As several sinologists explained later, JFK was not 100% right. Although it is true that the first character 危 (wēi) indeed means “dangerous” or “precarious”, the second has several meanings. The character 机 / 機 (jī) in isolation does not actually mean “opportunity”, but rather something like “turning point”.
Nonetheless, Kennedy’s message established a cliché now widely used to promote the idea that the Chinese are adept at turning a crisis into an opportunity.
The nation’s actions in the fight against the Covid-19 pandemic provide more reliable evidence that this characterization is correct: according to data released by Chinese President Xi Jinping during the informal retreat of APEC economic leaders in China (July), China has provided more than 500 million doses of vaccines to other developing countries and pledges to provide an additional $ 3 billion in aid over the next three years to support the response to COVID-19 and economic and social recovery in these countries.
In addition, China has funded the establishment of an APEC sub-fund on combating COVID-19 and economic recovery which, as Xi said, “will help the APEC economies achieve an early victory. on COVID-19 and achieve an economic recovery “.
Finally, Xi also established that China supports the relinquishment of intellectual property rights to COVID-19 vaccines and will work with other parties to push for a swift decision on this from the COVID-19 vaccine. World Trade Organization (WTO) and other international institutions.
In other words, although the pandemic originated in China, Donald Trump even calling it a “Chinese virus”, China has been able to turn the tide, becoming a global benchmark in its national – but especially global – efforts to fight against the pandemic.

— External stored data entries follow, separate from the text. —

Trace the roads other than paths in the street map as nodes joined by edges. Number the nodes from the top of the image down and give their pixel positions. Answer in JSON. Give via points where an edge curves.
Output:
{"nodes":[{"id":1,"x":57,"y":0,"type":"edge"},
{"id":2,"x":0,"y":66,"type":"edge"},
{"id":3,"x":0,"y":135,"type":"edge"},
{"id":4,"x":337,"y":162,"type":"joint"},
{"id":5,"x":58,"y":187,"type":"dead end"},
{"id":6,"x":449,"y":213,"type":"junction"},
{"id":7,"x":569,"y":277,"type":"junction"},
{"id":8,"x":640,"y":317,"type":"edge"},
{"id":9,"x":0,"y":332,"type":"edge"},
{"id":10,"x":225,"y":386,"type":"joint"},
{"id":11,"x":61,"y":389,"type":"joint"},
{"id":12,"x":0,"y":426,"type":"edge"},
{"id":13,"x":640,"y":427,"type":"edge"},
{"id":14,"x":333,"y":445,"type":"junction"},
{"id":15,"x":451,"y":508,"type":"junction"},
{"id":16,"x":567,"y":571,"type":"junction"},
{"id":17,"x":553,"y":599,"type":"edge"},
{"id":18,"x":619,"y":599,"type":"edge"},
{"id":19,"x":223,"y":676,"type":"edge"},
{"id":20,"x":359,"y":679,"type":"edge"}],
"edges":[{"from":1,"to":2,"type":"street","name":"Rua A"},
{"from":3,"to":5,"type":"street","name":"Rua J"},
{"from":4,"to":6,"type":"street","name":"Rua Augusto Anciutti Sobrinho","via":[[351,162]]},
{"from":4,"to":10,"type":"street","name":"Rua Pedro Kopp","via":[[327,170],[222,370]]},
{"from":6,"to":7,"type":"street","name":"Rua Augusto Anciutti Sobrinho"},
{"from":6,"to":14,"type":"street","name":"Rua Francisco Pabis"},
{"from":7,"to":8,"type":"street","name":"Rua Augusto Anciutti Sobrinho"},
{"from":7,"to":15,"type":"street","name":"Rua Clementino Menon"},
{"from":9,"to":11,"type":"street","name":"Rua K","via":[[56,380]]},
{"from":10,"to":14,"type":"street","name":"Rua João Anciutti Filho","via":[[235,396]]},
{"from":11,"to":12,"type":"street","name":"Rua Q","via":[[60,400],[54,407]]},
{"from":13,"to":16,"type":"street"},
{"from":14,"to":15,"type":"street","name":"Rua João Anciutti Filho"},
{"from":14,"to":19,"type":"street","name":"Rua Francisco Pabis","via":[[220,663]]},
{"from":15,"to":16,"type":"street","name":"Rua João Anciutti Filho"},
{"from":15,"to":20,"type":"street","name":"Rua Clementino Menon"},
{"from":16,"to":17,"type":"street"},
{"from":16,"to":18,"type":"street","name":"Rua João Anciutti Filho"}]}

A report published this year, written by Amrita Narlikar, President of the German Institute for Global and Regional Studies, Professor of International Relations at the Faculty of Economics and Social Sciences at the University of Hamburg and Senior Researcher at Observer Research Foundation (India) explains the problem. In Holding a mirror at the World Trade Organization: lessons from the COVID-19 pandemic she writes: “Even though Western manufacturing companies (AstraZeneca and Pfizer-BioNTech) have struggled to honor contract preorders in the Global North, countries in parts of the Global South have had to look to Chinese and Russian suppliers. (their alternatives have been limited, in part, by WTO TRIPS rules).
According to August data from Bridge Consulting, 36 African countries have already received vaccines from China, through sales or donations. However, Morocco, Algeria, Egypt and Zimbabwe account for 76% of these deliveries, or 32 million doses. Some people call it vaccine diplomacy.

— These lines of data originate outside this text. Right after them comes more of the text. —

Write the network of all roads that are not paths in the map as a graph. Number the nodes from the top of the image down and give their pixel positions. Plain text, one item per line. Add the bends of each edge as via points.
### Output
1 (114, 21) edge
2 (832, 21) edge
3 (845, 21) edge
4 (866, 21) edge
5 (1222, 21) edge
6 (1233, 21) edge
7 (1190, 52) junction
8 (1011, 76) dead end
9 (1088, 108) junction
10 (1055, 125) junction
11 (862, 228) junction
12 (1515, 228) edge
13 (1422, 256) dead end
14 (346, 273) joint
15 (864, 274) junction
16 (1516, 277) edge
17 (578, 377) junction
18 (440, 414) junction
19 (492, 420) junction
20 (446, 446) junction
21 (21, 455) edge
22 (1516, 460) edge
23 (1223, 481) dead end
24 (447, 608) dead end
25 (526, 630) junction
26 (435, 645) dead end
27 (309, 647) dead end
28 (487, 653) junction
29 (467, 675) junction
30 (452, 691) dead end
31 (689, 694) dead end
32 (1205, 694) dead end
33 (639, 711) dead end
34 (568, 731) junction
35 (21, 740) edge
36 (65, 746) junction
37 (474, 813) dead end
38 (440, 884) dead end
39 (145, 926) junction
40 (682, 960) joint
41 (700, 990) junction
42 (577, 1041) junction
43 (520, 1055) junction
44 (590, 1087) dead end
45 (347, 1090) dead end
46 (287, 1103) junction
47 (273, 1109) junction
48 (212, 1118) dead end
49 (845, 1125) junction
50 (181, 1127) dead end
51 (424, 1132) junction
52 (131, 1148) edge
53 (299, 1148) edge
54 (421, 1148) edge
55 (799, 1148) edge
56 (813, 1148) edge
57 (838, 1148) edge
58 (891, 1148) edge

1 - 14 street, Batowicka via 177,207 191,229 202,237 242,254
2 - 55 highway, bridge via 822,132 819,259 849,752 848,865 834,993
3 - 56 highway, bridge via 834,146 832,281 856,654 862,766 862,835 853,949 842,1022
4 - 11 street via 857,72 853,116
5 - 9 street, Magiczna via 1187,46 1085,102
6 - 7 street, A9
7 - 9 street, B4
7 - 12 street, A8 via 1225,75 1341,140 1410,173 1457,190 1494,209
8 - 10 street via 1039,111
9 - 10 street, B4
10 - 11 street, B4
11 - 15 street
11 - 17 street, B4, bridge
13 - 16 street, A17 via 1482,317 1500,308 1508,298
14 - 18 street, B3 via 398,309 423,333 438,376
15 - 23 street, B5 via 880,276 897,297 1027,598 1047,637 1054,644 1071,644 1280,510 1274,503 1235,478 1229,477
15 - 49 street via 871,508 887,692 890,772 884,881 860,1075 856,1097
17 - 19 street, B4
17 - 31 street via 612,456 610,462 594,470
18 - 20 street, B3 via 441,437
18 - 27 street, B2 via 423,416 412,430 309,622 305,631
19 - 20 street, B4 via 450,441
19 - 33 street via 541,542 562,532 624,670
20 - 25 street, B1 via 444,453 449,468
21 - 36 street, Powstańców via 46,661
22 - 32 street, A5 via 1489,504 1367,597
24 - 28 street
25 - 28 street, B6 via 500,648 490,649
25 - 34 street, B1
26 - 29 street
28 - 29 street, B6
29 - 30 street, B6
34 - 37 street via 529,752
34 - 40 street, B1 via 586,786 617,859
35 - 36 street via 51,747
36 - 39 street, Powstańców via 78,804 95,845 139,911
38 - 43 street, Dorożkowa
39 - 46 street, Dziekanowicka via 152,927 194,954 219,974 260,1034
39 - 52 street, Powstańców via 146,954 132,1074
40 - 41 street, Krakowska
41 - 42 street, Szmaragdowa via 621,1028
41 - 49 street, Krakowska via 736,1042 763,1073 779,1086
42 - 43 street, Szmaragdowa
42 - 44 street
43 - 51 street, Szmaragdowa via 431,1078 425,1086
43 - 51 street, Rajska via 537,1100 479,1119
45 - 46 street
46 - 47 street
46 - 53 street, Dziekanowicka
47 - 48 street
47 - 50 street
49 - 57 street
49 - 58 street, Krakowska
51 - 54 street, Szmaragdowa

Amrita Narlikar adds, “Amid mask shortages and bilateral deals to acquire desperately needed drugs and equipment, the pandemic has revealed that the militarization of interdependence can have life or death consequences. And the WTO has failed to keep up with these changing realities on the ground.
China, for its part, has been at the forefront in defending the lifting of patents, even though it is one of the largest vaccine producers in the world. “Production remains very centralized – around 75% of this year’s vaccines appear to come from five WTO members: China, India, Germany, the United States and France,” the director said recently. WTO General Ngozi Okonjo-Iweala.
So far, WTO countries have failed to agree on a proposal to suspend intellectual property rights on Covid-19 vaccines, despite US support under Biden, as well as China and India, among many other countries.
The WTO held discussions, but the body was unable to reach consensus after nine months of discussions on what WTO spokesman Keith Rockwell called a “very moving issue”: “There’s no way they’ll stop discussing it. It’s too important.
Faced with an international stalemate, China has not been idle.
After all, turning a crisis into an opportunity is indeed part of the Chinese mentality, as evidenced by two very popular and genuinely Chinese sayings: “A crisis is an opportunity riding the dangerous wind” and “When the wind of change blows, some people build walls and others build windmills.